There are indeed several challenges and needs for the future in the CCA field. An urgent necessity is to adopt a consistent and useful nomenclature and classification for this tumour. This change is essential to improve the evaluation of risk factors, to understand pathogenesis, define appropriate therapies and evaluate outcomes. In addition, several aspects may be involved but both clinical and basic research will require further development. For instance, strategies to reduce the incidence of known CCA risk factors are needed. These preventive strategies include public health measures to reduce the incidence of liver fluke infestation in regions of high endemicity, and the surgical removal of choledochal cysts, which might be associated with a high risk of malignant change. In the near future viral hepatitis prevention could also affect worldwide CCA incidence, but nowadays only industrialised countries are able to undertake public health manoeuvres aimed to contrast HCV and HBV related morbidity given the costs of prevention, follow-up and treatment. Surveillance for CCA can be also offered to individuals with high risk factors, such as patients with PSC or hepatolithiasis, but these efforts are limited at present by the relative ineffectiveness of the currently available diagnostic tests that need to be improved.

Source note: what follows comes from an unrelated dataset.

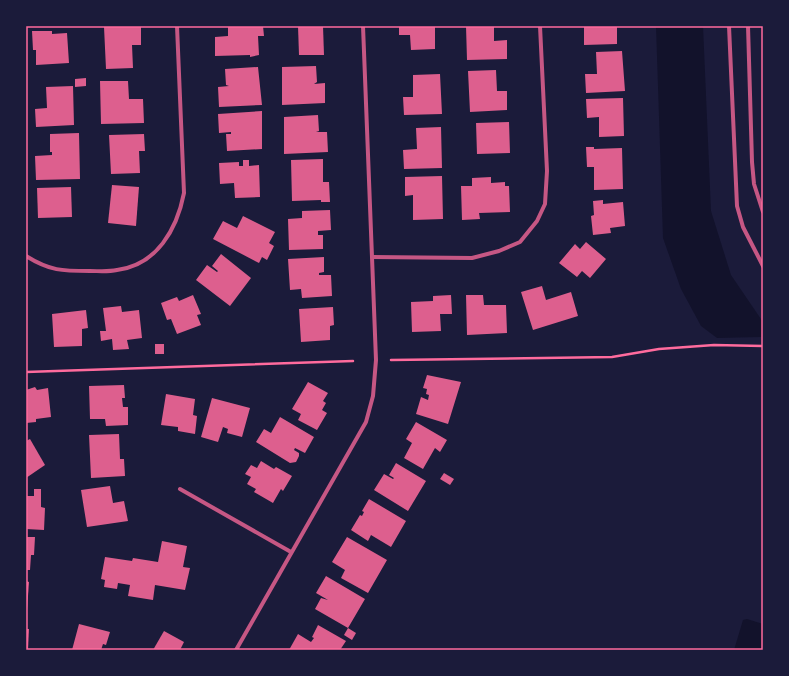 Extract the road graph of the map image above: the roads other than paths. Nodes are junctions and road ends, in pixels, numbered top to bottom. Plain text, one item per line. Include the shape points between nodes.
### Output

Concerted efforts to improve diagnostic techniques are needed to identify individuals who could benefit from surgical resection and improve preoperative staging. In addition to CT, MRI and cholangiography, more information might be obtained by endoscopic ultrasound, which is a useful tool for the evaluation of biliary tract obstruction and for the detection and sampling of regional nodes. Early detection is needed as a key point to improve survival rates from these devastating tumours. Multimodality approaches need to be evaluated sys¬tematically. Addressing these issues will probably require well-coordinated and collaborative efforts if any progress is to be made.